[Start of Attachment]

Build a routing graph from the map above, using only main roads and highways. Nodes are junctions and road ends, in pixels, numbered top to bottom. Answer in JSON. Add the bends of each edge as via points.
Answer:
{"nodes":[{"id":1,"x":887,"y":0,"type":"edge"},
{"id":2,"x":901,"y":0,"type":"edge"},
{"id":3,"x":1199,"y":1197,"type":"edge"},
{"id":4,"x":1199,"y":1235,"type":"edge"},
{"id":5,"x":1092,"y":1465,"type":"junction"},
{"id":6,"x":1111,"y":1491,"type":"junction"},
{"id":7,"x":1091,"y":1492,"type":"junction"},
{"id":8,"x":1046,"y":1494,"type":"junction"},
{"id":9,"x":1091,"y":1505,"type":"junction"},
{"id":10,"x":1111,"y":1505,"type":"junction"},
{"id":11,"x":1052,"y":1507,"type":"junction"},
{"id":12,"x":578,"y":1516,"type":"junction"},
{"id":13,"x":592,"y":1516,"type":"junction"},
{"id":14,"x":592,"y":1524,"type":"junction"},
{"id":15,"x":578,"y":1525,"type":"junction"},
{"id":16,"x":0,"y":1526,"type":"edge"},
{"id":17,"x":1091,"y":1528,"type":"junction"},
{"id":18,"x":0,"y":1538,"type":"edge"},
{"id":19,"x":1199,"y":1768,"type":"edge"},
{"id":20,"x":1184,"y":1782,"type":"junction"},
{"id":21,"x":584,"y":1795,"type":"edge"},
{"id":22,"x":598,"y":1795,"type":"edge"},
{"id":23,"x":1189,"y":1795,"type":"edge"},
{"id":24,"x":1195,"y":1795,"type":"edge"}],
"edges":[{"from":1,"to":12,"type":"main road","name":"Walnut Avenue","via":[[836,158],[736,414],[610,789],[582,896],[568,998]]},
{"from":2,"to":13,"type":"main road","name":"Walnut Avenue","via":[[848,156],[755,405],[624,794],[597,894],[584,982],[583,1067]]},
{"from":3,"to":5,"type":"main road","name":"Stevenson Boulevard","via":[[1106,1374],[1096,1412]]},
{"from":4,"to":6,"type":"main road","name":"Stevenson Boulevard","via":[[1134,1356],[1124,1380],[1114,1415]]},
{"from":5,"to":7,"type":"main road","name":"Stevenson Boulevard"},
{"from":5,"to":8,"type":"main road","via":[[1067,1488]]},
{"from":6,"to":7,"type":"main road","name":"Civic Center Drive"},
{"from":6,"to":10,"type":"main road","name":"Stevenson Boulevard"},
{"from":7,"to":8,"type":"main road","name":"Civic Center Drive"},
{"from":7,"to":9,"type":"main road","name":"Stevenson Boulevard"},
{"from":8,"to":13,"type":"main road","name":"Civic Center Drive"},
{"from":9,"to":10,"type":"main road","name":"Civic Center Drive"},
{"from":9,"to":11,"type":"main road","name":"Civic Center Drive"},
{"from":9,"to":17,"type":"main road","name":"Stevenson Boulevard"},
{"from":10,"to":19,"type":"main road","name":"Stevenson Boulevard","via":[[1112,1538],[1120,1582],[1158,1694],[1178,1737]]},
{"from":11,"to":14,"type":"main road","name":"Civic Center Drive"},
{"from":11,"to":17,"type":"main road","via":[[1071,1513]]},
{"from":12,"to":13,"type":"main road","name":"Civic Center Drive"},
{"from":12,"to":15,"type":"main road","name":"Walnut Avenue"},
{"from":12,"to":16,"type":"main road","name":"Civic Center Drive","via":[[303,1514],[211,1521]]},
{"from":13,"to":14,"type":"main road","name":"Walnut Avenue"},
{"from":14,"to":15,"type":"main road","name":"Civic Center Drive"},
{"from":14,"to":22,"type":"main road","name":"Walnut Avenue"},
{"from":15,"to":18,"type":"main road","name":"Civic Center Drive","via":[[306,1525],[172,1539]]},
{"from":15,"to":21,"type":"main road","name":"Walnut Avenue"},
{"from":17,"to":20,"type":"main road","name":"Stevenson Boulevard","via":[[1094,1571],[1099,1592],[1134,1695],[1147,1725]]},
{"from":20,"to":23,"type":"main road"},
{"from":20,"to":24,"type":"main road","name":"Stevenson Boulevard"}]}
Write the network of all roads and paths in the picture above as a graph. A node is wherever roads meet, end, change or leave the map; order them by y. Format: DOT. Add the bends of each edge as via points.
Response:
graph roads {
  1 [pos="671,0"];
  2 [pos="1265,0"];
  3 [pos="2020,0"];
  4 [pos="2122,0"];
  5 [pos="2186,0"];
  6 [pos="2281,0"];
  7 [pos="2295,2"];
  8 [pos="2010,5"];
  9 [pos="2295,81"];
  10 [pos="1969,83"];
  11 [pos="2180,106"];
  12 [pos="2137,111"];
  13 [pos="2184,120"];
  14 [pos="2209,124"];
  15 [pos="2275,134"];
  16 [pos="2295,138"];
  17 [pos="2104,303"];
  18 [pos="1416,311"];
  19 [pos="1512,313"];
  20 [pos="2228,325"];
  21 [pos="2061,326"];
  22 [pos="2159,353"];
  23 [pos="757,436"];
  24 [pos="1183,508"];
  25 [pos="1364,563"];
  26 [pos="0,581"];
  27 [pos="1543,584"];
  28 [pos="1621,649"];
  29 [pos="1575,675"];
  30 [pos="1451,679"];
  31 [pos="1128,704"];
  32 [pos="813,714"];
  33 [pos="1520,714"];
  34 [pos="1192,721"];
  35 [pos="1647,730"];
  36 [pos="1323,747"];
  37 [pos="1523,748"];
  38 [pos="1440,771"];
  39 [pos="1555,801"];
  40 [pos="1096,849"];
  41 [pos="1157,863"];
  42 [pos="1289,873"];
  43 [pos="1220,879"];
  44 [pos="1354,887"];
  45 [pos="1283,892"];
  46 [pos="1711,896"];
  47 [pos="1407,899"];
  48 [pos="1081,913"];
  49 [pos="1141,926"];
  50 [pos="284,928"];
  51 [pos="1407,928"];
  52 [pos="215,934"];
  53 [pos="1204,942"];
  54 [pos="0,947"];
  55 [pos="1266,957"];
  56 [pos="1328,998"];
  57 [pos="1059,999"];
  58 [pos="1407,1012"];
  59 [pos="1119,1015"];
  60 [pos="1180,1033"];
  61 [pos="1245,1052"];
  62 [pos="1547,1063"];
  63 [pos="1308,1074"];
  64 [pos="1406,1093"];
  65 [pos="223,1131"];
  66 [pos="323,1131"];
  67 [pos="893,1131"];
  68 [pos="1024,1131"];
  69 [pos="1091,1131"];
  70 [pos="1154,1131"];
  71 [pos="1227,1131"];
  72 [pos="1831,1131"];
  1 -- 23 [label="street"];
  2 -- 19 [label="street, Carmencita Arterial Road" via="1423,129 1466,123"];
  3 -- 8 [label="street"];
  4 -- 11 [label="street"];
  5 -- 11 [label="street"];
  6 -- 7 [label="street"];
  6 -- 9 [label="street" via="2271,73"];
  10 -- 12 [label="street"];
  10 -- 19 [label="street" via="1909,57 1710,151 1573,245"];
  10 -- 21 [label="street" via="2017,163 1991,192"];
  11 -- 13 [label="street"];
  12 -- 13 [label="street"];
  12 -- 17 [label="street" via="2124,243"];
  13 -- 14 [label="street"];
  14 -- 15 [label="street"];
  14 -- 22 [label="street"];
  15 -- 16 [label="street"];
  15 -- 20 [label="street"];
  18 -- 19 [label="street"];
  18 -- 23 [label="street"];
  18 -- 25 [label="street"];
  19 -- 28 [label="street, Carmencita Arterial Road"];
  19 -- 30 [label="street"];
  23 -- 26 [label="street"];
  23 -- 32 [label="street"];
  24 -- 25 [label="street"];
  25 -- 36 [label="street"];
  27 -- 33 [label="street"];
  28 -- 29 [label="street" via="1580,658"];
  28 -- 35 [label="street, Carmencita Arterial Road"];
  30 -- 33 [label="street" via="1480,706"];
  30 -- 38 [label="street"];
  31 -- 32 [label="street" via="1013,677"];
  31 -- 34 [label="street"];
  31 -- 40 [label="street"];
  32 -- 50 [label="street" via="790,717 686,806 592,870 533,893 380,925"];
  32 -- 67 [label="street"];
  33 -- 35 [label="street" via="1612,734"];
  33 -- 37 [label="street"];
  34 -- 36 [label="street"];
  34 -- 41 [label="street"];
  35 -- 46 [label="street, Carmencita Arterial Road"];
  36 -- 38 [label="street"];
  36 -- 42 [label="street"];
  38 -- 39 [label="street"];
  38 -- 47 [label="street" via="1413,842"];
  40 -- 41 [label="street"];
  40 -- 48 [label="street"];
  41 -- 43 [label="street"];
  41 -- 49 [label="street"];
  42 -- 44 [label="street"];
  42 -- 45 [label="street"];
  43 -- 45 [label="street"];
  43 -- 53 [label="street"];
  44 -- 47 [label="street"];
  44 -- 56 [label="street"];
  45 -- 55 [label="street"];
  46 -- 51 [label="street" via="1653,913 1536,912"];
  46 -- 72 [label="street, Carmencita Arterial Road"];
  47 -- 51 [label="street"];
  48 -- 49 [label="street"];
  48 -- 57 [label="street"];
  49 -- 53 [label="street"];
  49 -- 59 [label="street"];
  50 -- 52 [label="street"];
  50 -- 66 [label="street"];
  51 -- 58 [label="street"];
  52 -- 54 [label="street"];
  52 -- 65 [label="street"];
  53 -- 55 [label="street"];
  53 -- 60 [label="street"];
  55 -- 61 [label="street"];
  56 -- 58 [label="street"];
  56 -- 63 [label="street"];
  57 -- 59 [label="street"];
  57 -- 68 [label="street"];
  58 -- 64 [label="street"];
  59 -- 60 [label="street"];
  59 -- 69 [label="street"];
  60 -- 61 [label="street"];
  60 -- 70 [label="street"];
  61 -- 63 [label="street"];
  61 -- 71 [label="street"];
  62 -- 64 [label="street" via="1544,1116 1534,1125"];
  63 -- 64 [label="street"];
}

[End of Attachment]

#### WHAT THE TASK REQUIRES:
Every line of the entries above that includes "bends" should be copied.

#### ANSWER SPACE:
Build a routing graph from the map above, using only main roads and highways. Nodes are junctions and road ends, in pixels, numbered top to bottom. Answer in JSON. Add the bends of each edge as via points.
Write the network of all roads and paths in the picture above as a graph. A node is wherever roads meet, end, change or leave the map; order them by y. Format: DOT. Add the bends of each edge as via points.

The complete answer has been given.